In [1]:
import torch
torch.cuda.empty_cache()

### Prepare Dataset

In [2]:
def load_data_and_target(path, sep=' '):
    data = []
    target = []
    
    with open(path, encoding='utf-8') as f:
        for line in f:
            x, y = sep.join(line.split(sep)[1:]).rstrip('\n'), line.split(sep)[0]
            data.append(x), target.append(y)

    return data, target

In [3]:
class Dataset(torch.utils.data.Dataset):
    def __init__(self, encodings, labels):
        self.encodings = encodings
        self.labels = labels

    def __getitem__(self, idx):
        item = {key: torch.tensor(val[idx]) for key, val in self.encodings.items()}
        item['labels'] = torch.tensor(self.labels[idx])
        return item

    def __len__(self):
        return len(self.labels)

In [4]:
def get_tokenized_dataset(raw_data, labels, tokenizer):
    encodings = tokenizer(raw_data, padding="max_length", truncation=True)
    return Dataset(encodings, labels)

In [5]:
full_train_data, full_train_target = load_data_and_target('data/questions-train.txt')
test_data, test_target = load_data_and_target('data/questions-test.txt')
n_labels = len(set(full_train_target))

In [6]:
valid_ratio = 0.1
valid_size = int(len(full_train_data) * valid_ratio)
train_size = len(full_train_data) - valid_size

train_data, train_target = full_train_data[:train_size], full_train_target[:train_size]
eval_data, eval_target = full_train_data[train_size:], full_train_target[train_size:]

In [7]:
categorical_to_ordinal_values = dict()

for ord, cat in enumerate(set(full_train_target)):
    categorical_to_ordinal_values[cat] = ord

categorical_to_ordinal_values

{'LOCATION': 0,
 'ENTITY': 1,
 'PERSON': 2,
 'QUANTITY': 3,
 'DEFINITION': 4,
 'ABBREVIATION': 5,
 'TEMPORAL': 6,
 'DESCRIPTION': 7,
 'ORGANIZATION': 8}

In [8]:
def ordinal_encoding(dataset):
    """Encode categorical into ordinal values"""
    dataset_encoded = []
    for cat in dataset:
        dataset_encoded.append(categorical_to_ordinal_values[cat])

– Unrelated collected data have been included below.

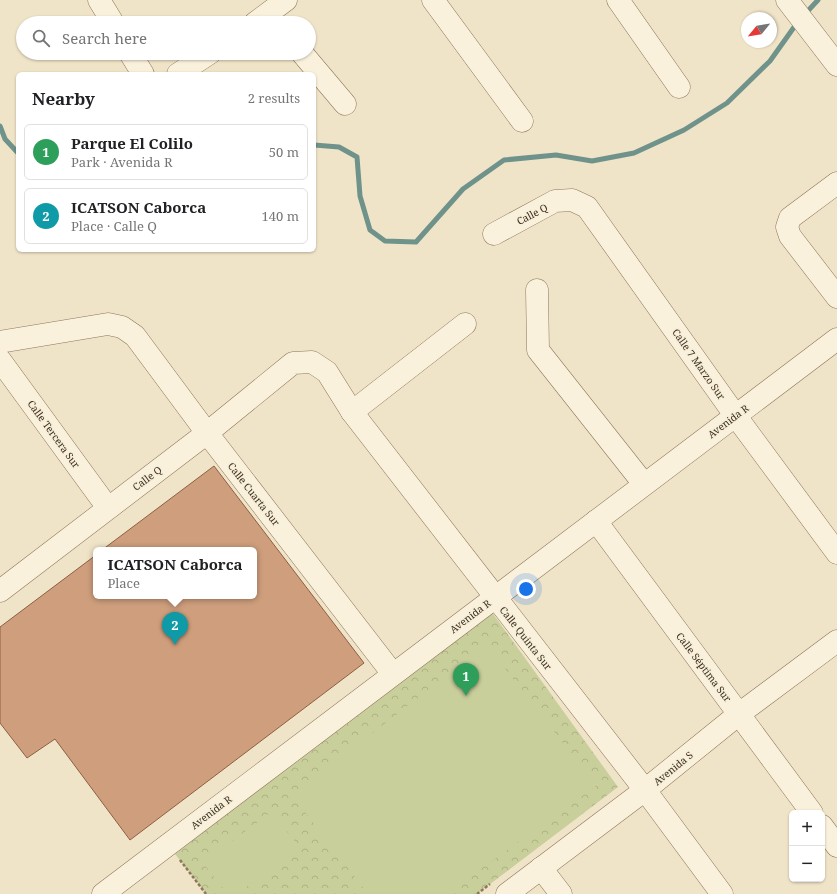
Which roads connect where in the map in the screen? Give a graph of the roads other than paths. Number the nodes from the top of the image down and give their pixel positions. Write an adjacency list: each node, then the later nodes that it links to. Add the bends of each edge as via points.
1 (99, 0): 6 (street)
2 (286, 0): 7 (street)
3 (433, 0): 16 (street)
4 (618, 0): 14 (street)
5 (787, 0): 11 (street)
6 (109, 16)
7 (271, 16)
8 (134, 60): 12 (street)
9 (199, 60): 13 (street)
10 (308, 60): 15 (street)
11 (837, 66)
12 (142, 72)
13 (181, 72)
14 (679, 88)
15 (345, 104)
16 (522, 121)
17 (837, 183): 21 (street, via 790,218 787,227 790,236)
18 (572, 200): 19 (street, Calle Q, via 555,201); 28 (street, Calle 7 Marzo Sur, via 587,207)
19 (494, 234)
20 (537, 290): 30 (street, via 538,350)
21 (837, 297)
22 (465, 324): 27 (street)
23 (837, 339): 28 (street, Avenida R)
24 (0, 342): 29 (street, Calle Cuarta Sur, via 108,324 122,327 135,336)
25 (0, 360): 31 (street, Calle Tercera Sur)
26 (292, 363): 27 (street, Calle Quinta Sur, via 312,362 327,372); 29 (street, Calle Q)
27 (352, 412): 35 (street, Calle Quinta Sur)
28 (735, 415): 30 (street, Avenida R); 33 (street, Calle 7 Marzo Sur)
29 (207, 433): 31 (street, Calle Q); 37 (street, Calle Cuarta Sur)
30 (644, 484): 32 (street, Avenida R)
31 (108, 508): 34 (street, Calle Q)
32 (596, 521): 35 (street, Avenida R); 38 (street, Calle Séptima Sur)
33 (837, 553)
34 (0, 591)
35 (495, 597): 37 (street, Avenida R); 39 (street, Calle Quinta Sur)
36 (837, 641): 38 (street, Avenida S)
37 (393, 674): 44 (street, Avenida R)
38 (739, 714): 39 (street, Avenida S); 40 (street, Calle Séptima Sur)
39 (645, 790): 43 (street, Avenida S); 47 (street, Calle Quinta Sur)
40 (810, 810)
41 (825, 830): 42 (street)
42 (837, 846)
43 (541, 868): 45 (street, Avenida S); 46 (street)
44 (103, 894)
45 (507, 894)
46 (561, 894)
47 (722, 894)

    return dataset_encoded

In [9]:
# encoding targets
train_target = ordinal_encoding(train_target)
eval_target = ordinal_encoding(eval_target)
test_target = ordinal_encoding(test_target)

### Some useful functions

In [10]:
!pip install evaluate

# Evaluation metric
import numpy as np
import evaluate

metric = evaluate.load("accuracy")

def compute_metrics(eval_pred):
    logits, labels = eval_pred
    predictions = np.argmax(logits, axis=-1)
    return metric.compute(predictions=predictions, references=labels)

Collecting evaluate
  Downloading evaluate-0.4.0-py3-none-any.whl (81 kB)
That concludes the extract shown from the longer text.